PROVIDED DATA —
────
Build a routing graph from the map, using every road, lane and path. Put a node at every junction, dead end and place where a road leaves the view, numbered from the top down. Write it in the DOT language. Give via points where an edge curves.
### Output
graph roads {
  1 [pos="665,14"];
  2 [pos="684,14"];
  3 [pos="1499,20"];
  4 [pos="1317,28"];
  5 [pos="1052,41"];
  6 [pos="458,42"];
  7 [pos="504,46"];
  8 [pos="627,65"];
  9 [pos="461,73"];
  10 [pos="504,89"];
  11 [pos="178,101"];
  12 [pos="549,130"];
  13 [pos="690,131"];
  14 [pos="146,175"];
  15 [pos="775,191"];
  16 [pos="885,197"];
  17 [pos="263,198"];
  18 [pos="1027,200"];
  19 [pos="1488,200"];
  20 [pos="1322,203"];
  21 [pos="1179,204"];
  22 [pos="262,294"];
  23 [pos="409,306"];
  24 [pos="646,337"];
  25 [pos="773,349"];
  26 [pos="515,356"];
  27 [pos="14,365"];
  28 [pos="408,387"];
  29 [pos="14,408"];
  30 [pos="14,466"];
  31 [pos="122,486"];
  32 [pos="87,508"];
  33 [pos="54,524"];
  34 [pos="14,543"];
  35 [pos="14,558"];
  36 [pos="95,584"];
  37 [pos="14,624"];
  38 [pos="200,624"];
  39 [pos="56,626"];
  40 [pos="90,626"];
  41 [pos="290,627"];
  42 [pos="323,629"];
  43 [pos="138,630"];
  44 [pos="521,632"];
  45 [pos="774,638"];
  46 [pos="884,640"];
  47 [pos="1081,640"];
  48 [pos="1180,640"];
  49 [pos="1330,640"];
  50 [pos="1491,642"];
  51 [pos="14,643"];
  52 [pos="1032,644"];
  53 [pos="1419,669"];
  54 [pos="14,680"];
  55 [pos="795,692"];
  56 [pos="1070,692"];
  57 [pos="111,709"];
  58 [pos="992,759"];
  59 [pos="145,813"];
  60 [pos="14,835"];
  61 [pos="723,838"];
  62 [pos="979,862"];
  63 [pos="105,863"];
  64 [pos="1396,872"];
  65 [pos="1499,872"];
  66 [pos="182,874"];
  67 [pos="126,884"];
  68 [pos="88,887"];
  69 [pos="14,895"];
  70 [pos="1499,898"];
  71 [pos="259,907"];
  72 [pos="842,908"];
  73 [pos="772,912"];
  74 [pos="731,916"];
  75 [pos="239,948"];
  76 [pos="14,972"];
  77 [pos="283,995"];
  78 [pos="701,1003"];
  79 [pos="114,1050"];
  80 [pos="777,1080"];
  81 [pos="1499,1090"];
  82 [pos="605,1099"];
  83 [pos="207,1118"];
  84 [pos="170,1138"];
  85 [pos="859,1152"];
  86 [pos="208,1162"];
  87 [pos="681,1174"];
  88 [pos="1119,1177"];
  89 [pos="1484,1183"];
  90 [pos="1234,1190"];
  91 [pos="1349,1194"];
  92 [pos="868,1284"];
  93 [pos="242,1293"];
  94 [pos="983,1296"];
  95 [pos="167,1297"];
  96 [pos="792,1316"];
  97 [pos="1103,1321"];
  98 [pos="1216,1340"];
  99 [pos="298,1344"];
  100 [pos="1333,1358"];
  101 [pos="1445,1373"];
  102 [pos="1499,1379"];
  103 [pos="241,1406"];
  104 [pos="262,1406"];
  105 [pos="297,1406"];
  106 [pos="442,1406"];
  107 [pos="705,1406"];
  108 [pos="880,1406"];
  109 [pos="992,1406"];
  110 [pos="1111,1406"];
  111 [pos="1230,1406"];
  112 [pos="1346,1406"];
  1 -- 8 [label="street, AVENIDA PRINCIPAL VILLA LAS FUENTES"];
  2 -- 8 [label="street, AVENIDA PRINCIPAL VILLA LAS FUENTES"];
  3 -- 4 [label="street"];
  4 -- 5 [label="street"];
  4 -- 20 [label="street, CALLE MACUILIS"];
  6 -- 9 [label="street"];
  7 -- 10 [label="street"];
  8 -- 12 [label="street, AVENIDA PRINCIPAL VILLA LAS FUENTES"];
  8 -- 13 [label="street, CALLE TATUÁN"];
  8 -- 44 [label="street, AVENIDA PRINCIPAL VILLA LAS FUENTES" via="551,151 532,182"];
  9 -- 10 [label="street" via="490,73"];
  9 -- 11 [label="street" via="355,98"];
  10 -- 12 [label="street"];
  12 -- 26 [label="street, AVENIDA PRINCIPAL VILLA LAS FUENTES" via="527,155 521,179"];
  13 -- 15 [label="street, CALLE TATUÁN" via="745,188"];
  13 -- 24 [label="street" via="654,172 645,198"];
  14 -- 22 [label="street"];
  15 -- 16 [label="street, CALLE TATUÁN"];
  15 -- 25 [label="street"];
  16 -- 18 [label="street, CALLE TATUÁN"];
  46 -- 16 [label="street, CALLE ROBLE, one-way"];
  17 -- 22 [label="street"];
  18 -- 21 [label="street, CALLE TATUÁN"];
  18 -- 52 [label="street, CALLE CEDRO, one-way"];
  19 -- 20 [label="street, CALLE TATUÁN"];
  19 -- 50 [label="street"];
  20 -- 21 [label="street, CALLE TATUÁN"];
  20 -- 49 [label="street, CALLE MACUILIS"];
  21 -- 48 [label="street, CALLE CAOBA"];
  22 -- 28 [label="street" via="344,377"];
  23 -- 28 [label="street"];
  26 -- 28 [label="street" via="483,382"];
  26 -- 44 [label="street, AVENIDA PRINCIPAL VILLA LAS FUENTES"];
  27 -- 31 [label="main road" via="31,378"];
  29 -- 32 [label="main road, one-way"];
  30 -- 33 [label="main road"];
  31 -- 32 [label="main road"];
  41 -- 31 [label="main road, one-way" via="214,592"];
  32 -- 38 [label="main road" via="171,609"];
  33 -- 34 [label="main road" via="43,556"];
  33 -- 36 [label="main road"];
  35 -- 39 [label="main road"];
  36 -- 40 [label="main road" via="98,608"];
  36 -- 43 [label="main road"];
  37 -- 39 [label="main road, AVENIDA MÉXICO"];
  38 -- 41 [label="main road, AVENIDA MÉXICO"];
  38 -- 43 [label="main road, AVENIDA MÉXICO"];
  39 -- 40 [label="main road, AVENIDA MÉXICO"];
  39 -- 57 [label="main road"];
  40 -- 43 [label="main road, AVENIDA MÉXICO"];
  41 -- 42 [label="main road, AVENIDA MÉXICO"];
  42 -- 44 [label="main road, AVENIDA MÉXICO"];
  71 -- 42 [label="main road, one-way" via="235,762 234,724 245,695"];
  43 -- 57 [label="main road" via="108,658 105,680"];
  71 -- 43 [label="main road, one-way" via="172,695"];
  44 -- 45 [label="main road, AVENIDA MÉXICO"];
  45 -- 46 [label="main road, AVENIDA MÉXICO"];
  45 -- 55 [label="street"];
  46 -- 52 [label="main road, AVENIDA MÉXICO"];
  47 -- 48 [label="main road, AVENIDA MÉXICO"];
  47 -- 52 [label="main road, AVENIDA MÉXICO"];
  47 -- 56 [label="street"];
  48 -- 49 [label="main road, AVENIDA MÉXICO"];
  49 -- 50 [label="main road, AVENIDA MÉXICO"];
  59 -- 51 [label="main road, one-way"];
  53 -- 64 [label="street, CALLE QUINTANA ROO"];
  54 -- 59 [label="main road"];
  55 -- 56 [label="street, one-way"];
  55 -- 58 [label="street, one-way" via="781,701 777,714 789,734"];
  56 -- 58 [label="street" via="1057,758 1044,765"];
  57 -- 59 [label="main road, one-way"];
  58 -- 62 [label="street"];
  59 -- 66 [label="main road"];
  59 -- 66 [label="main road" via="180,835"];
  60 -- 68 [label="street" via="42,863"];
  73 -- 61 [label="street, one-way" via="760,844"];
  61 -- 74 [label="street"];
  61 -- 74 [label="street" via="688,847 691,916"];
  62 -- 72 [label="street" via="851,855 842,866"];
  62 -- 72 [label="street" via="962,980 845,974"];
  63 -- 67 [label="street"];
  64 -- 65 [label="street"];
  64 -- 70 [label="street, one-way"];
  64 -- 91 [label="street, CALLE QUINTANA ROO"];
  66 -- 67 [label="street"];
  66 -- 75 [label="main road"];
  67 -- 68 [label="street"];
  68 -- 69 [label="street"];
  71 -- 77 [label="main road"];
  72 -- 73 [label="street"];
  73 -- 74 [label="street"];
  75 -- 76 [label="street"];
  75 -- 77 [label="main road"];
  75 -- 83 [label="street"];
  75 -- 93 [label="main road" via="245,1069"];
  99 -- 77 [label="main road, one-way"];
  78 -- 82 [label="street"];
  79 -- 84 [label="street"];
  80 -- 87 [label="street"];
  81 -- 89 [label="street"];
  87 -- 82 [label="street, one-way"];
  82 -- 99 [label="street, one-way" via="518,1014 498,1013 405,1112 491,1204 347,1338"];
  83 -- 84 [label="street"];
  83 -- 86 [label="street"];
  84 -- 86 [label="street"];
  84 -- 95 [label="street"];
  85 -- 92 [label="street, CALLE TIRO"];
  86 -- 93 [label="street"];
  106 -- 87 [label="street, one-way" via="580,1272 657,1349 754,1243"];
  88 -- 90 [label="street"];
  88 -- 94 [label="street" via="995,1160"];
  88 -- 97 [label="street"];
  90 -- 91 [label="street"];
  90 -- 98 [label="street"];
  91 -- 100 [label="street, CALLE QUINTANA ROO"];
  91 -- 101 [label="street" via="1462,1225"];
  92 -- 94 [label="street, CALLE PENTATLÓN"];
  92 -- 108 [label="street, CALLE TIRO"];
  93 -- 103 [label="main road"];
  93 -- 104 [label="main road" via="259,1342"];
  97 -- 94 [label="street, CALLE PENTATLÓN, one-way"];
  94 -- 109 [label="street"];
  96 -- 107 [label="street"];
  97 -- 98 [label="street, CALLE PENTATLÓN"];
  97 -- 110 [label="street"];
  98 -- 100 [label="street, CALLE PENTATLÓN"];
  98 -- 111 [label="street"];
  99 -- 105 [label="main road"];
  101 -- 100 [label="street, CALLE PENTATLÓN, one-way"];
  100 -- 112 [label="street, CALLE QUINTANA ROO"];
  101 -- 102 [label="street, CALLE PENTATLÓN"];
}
────
Gather each line in these records that contains the string "PRINCIPAL".

  1 -- 8 [label="street, AVENIDA PRINCIPAL VILLA LAS FUENTES"];
  2 -- 8 [label="street, AVENIDA PRINCIPAL VILLA LAS FUENTES"];
  8 -- 12 [label="street, AVENIDA PRINCIPAL VILLA LAS FUENTES"];
  8 -- 44 [label="street, AVENIDA PRINCIPAL VILLA LAS FUENTES" via="551,151 532,182"];
  12 -- 26 [label="street, AVENIDA PRINCIPAL VILLA LAS FUENTES" via="527,155 521,179"];
  26 -- 44 [label="street, AVENIDA PRINCIPAL VILLA LAS FUENTES"];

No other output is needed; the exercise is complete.